Data records

>>>>

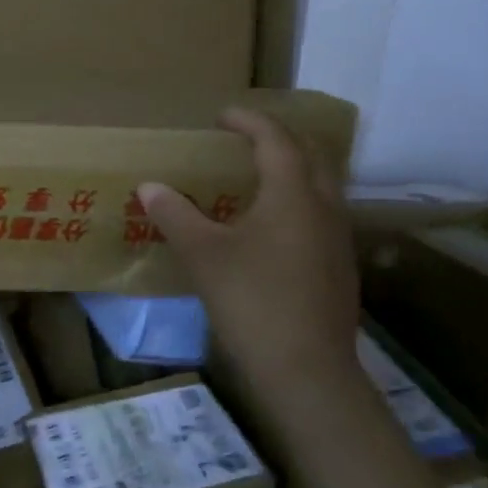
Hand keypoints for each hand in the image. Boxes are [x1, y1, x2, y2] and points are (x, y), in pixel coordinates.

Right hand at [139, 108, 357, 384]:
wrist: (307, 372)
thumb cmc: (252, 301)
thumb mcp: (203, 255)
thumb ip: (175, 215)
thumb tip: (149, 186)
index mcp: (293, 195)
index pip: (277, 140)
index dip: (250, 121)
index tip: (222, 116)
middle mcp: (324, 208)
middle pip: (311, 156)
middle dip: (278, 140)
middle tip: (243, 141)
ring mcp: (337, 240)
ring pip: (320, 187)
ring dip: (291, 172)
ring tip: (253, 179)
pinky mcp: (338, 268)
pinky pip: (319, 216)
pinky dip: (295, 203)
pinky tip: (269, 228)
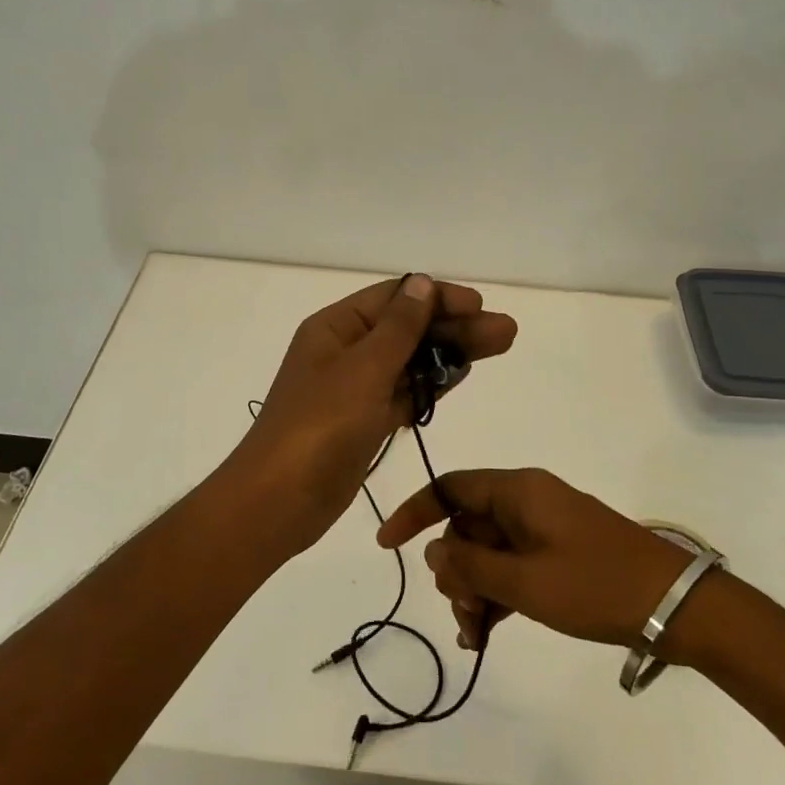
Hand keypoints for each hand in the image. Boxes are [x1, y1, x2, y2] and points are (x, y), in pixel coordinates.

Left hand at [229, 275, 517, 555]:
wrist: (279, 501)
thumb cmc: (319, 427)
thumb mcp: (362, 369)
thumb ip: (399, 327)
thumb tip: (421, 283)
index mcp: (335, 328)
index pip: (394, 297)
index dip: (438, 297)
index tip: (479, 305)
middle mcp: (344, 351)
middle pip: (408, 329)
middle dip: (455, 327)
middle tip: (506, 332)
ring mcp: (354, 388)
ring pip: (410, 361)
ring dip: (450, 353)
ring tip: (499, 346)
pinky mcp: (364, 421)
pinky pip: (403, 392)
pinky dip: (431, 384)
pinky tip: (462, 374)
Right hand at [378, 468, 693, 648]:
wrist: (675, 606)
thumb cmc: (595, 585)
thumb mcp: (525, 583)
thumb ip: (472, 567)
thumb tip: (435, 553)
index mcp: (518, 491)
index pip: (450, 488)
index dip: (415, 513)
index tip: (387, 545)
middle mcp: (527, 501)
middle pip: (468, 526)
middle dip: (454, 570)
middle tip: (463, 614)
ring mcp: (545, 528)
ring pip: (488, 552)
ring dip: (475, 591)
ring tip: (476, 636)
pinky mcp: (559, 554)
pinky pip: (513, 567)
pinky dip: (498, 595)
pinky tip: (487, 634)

<<<<

The answer must restate each entry word for word and contain no images.

▶ _REPLY TO THE TASK_
Hand keypoints for each hand in the image. Boxes are [x1, y1, x2, y2] and points are (x, y), in pixel coordinates.

Right hand at [139, 108, 357, 384]:
wrist: (307, 372)
thumb cmc: (252, 301)
thumb mcp: (203, 255)
thumb ip: (175, 215)
thumb tip: (149, 186)
index mcp: (293, 195)
index pip: (277, 140)
index dip: (250, 121)
index tip: (222, 116)
middle mcp: (324, 208)
middle pip: (311, 156)
middle dip: (278, 140)
middle tip: (243, 141)
ring mcp: (337, 240)
ring pip: (320, 187)
ring dip: (291, 172)
ring tip: (253, 179)
pinky mcp: (338, 268)
pinky pip: (319, 216)
pinky dip: (295, 203)
pinky tip: (269, 228)
Hand keypoints for each hand in the image. Boxes are [x1, y1, x2, y2] and points are (x, y), in pixel coordinates.

Left hand at [229, 275, 517, 555]:
wrist: (279, 501)
thumb cmc: (319, 427)
thumb mcp: (362, 369)
thumb ip: (399, 327)
thumb tip: (421, 283)
index mcp: (335, 328)
index pip: (394, 297)
index dip: (438, 297)
index tip: (479, 305)
middle mcp: (344, 351)
middle pip: (408, 329)
middle dip: (455, 327)
middle tip: (506, 332)
ring mcp: (354, 388)
ring pip: (410, 361)
ring dip: (450, 353)
ring tip: (499, 346)
pinky mcp: (364, 421)
pinky pip: (403, 392)
pinky dip: (431, 384)
pinky tip: (462, 374)
Right hand at [378, 468, 693, 648]:
wrist: (675, 606)
thumb cmc: (595, 585)
thumb mcp: (525, 583)
thumb ip: (472, 567)
thumb tip: (435, 553)
index mcp: (518, 491)
index pip: (450, 488)
index dip: (415, 513)
index tip: (387, 545)
middle mcp: (527, 501)
middle pip: (468, 526)
middle dip: (454, 570)
middle tip: (463, 614)
ring mcp: (545, 528)
ring pip: (488, 552)
ring dip: (475, 591)
ring tip: (476, 636)
pinky mcp: (559, 554)
pinky pip: (513, 567)
pinky dip: (498, 595)
pinky tip: (487, 634)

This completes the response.